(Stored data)

########################################

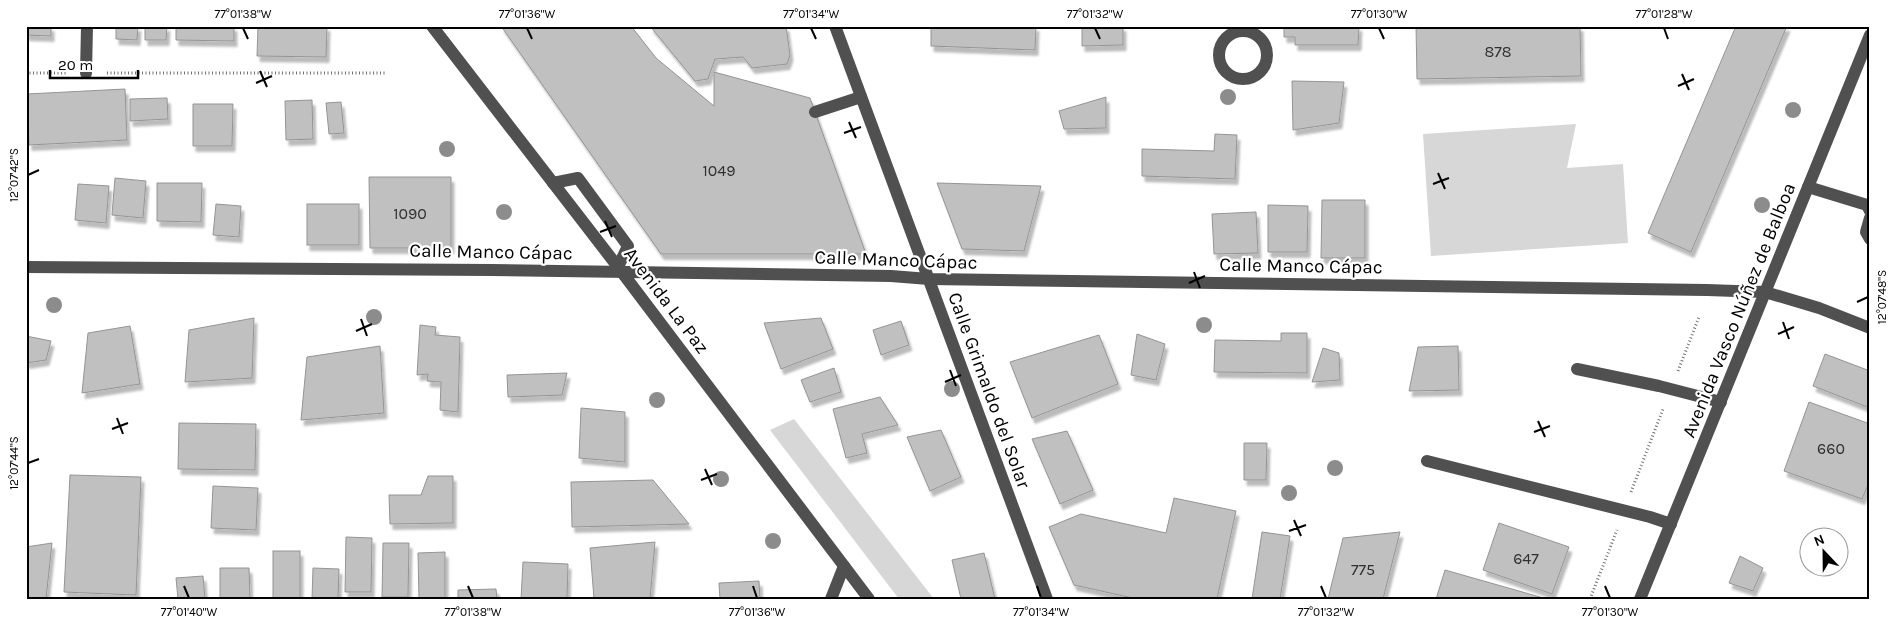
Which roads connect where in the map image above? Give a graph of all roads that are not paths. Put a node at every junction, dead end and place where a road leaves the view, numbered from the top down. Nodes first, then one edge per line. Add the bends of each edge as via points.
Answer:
1 (87, 26) edge
2 (432, 26) edge
3 (835, 26) edge
4 (1870, 35) edge
5 (86, 73) road end
6 (861, 97) junction
7 (815, 112) dead end
8 (553, 183) junction
9 (1808, 187) junction
10 (1870, 211) edge
11 (1870, 218) edge
12 (1870, 238) edge
13 (26, 267) edge
14 (620, 269) junction
15 (929, 279) junction
16 (1765, 292) junction
17 (1870, 328) edge
18 (1577, 369) dead end
19 (1721, 402) junction
20 (1426, 461) dead end
21 (1671, 524) junction
22 (844, 566) junction
23 (831, 599) edge
24 (869, 599) edge
25 (1048, 599) edge
26 (1640, 599) edge

1 - 5 street
2 - 8 street, Avenida La Paz
3 - 6 street, Calle Grimaldo del Solar
4 - 9 street, Avenida Vasco Núñez de Balboa
6 - 7 street
6 - 15 street, Calle Grimaldo del Solar
8 - 14 street, Avenida La Paz
8 - 14 street via 578,178 628,246
9 - 10 street via 1867,205
9 - 16 street, Avenida Vasco Núñez de Balboa
11 - 12 street via 1866,232
13 - 14 street, Calle Manco Cápac
14 - 15 street, Calle Manco Cápac
14 - 22 street, Avenida La Paz
15 - 16 street, Calle Manco Cápac
15 - 25 street, Calle Grimaldo del Solar
16 - 17 street, Calle Manco Cápac
16 - 19 street, Avenida Vasco Núñez de Balboa
18 - 19 street
19 - 21 street, Avenida Vasco Núñez de Balboa
20 - 21 street
21 - 26 street, Avenida Vasco Núñez de Balboa
22 - 23 street
22 - 24 street, Avenida La Paz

########################################

**Task description**
What is needed is an exact copy of the entries, without any images.

**Task response**
Which roads connect where in the map image above? Give a graph of all roads that are not paths. Put a node at every junction, dead end and place where a road leaves the view, numbered from the top down. Nodes first, then one edge per line. Add the bends of each edge as via points.
Answer:
1 (87, 26) edge
2 (432, 26) edge
3 (835, 26) edge
4 (1870, 35) edge
5 (86, 73) road end
6 (861, 97) junction
7 (815, 112) dead end
8 (553, 183) junction
9 (1808, 187) junction
10 (1870, 211) edge
11 (1870, 218) edge
12 (1870, 238) edge
13 (26, 267) edge
14 (620, 269) junction
15 (929, 279) junction
16 (1765, 292) junction
17 (1870, 328) edge
18 (1577, 369) dead end
19 (1721, 402) junction
20 (1426, 461) dead end
21 (1671, 524) junction
22 (844, 566) junction
23 (831, 599) edge
24 (869, 599) edge
25 (1048, 599) edge
26 (1640, 599) edge

1 - 5 street
2 - 8 street, Avenida La Paz
3 - 6 street, Calle Grimaldo del Solar
4 - 9 street, Avenida Vasco Núñez de Balboa
6 - 7 street
6 - 15 street, Calle Grimaldo del Solar
8 - 14 street, Avenida La Paz
8 - 14 street via 578,178 628,246
9 - 10 street via 1867,205
9 - 16 street, Avenida Vasco Núñez de Balboa
11 - 12 street via 1866,232
13 - 14 street, Calle Manco Cápac
14 - 15 street, Calle Manco Cápac
14 - 22 street, Avenida La Paz
15 - 16 street, Calle Manco Cápac
15 - 25 street, Calle Grimaldo del Solar
16 - 17 street, Calle Manco Cápac
16 - 19 street, Avenida Vasco Núñez de Balboa
18 - 19 street
19 - 21 street, Avenida Vasco Núñez de Balboa
20 - 21 street
21 - 26 street, Avenida Vasco Núñez de Balboa
22 - 23 street
22 - 24 street, Avenida La Paz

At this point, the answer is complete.